From Flower to Fruit
Pollination takes place in many different ways. Sometimes the pollen simply falls onto the pistil. More often, wind or insects aid the pollination. The pollen lands on the stigma of the pistil, which is usually either sticky or rough. There the pollen is held. It then begins to grow, each grain developing a tube which extends down the pistil to the ovules. Thus, if the style (the neck like part of the pistil) is long, the pollen tubes may also have to grow several inches long. Inside each pollen tube are two sperm cells, which by the growth of the tube are carried to an ovule. When a pollen tube reaches an ovule and grows into it, the sperm cells are released. One sperm unites with the egg cell of the ovule, and from this union a new plant grows. The other sperm unites with another cell in the ovule, and from this union the food supply for the new plant is thus, as a seed grows to maturity it contains a new plant and some food.

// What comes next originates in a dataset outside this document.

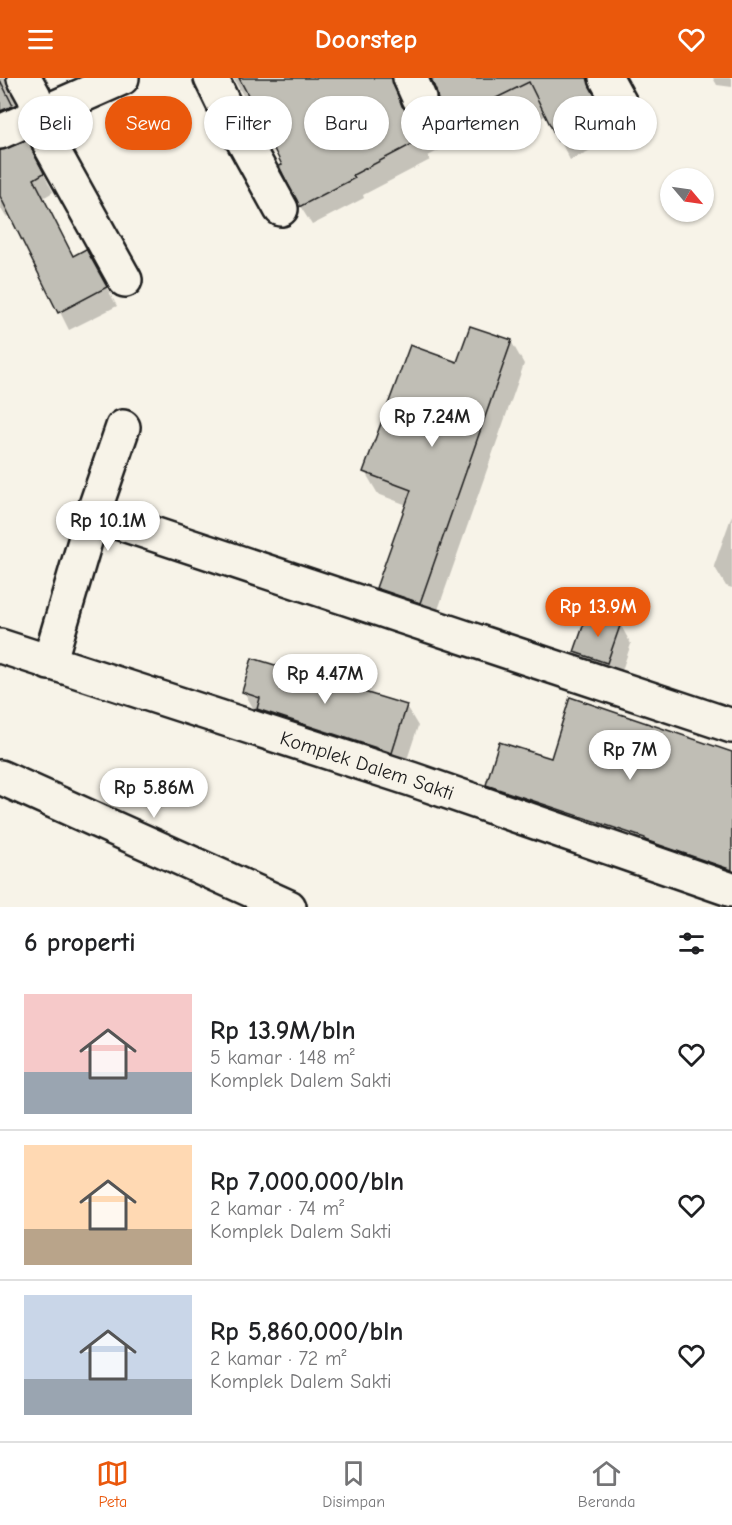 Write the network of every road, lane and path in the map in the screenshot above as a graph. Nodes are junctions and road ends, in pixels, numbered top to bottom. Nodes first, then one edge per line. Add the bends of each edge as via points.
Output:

Around most seeds is a protective coat, which may become rather papery, as in the bean, or even very hard, as in the Brazil nut. While all these changes have been going on in an ovule, other changes have taken place in the flower. The petals have fallen, the stamens have shriveled, and the style and stigma have withered. The ovary has enlarged, and it continues to enlarge and change until it becomes a mature fruit sometimes soft and juicy like a tomato, sometimes dry like a bean pod, and sometimes hard like an acorn. In stone-fruits like the peach or plum, the outer part becomes fleshy and the inner part becomes hard. Only when this hard part is cracked open is the seed inside visible. From the pistil of a flower, with the aid of pollen from the stamens, seeds are formed inside the fruit.